Re: Techniques On Saving Memory
by Roy Johnson (Monsignor) on Mar 09, 2005 at 19:17 UTC
    Looking at the problem differently, since you know how big each array is, you can use a hash and one array. In the hash, you store the offset to the beginning of the desired (conceptual) row in the array.
    use strict; use warnings; my %hash; my @array; my $row_length = 5; my $next_available = 0; for (qw(cow pig donkey)) { $hash{$_} = $next_available; for my $col (0..($row_length - 1)) { $array[$next_available + $col] = "$_ $col"; } $next_available += $row_length; } # What would have been $hash{pig}[3]: print $array[$hash{pig}+3];
    You could even make a class implementing hashes of fixed-size arrays and give it an indexing method. I'm not going to. :-)

    Caution: Contents may have been coded under pressure.
Re: Techniques On Saving Memory
by diotalevi (Canon) on Mar 09, 2005 at 23:44 UTC

    Most of the discussion by other people seems to be about how to represent the same data in a smaller space. Here is another idea - instead of storing stringifid references, store them as packed data: pack( 'N', $str =~ /x([A-F\d]+)/ ? hex( $1 ) : die ). Your string is now four bytes long instead of at least twice that. You'd unsmash it using some "normal" method. You could also compress your data. I've stored things in memory as six bit characters when I knew I only wanted to use a limited character set and wanted to get the 25% space savings.
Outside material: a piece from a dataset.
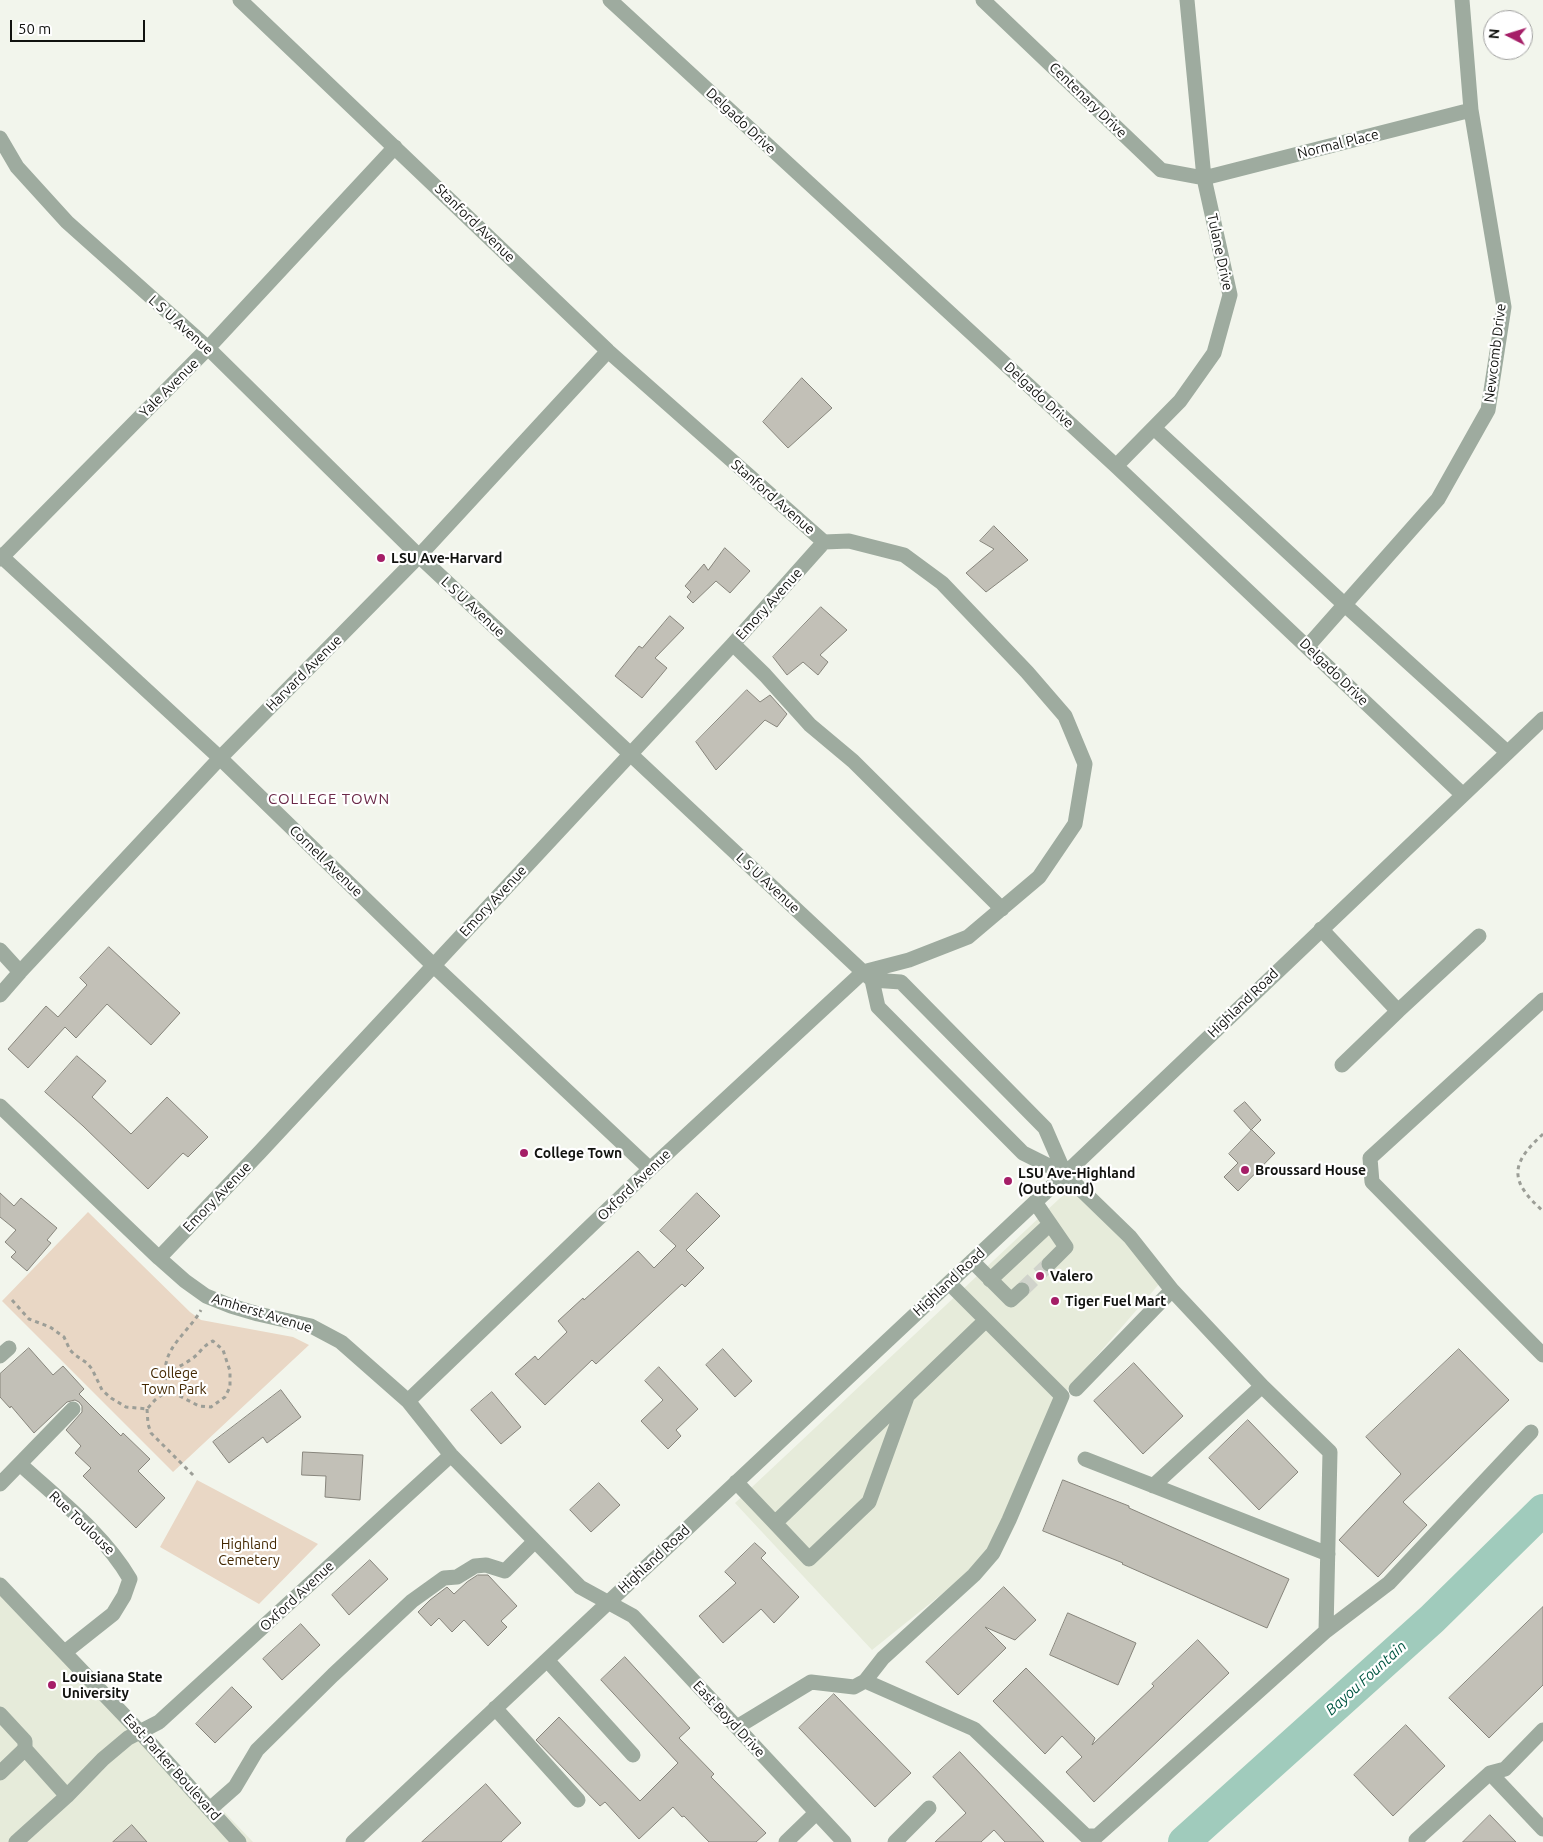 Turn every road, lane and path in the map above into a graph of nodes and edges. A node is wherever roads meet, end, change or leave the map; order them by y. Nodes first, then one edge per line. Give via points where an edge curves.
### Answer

Similarly with numbers, packing them can yield a shorter binary value than they are when represented as strings.

    You shoul also consider whether your algorithm can be changed so that less data has to be in memory at any given time. This is a really good reason to check out Dominus new book Higher Order Perl to get some training on using streams and iterators. Iterators are useful tools to use when altering your code so that less stuff is actually present at any given moment.

    Offloading things to disk is another way to save memory. Use BerkeleyDB to get a good disk-bound hash.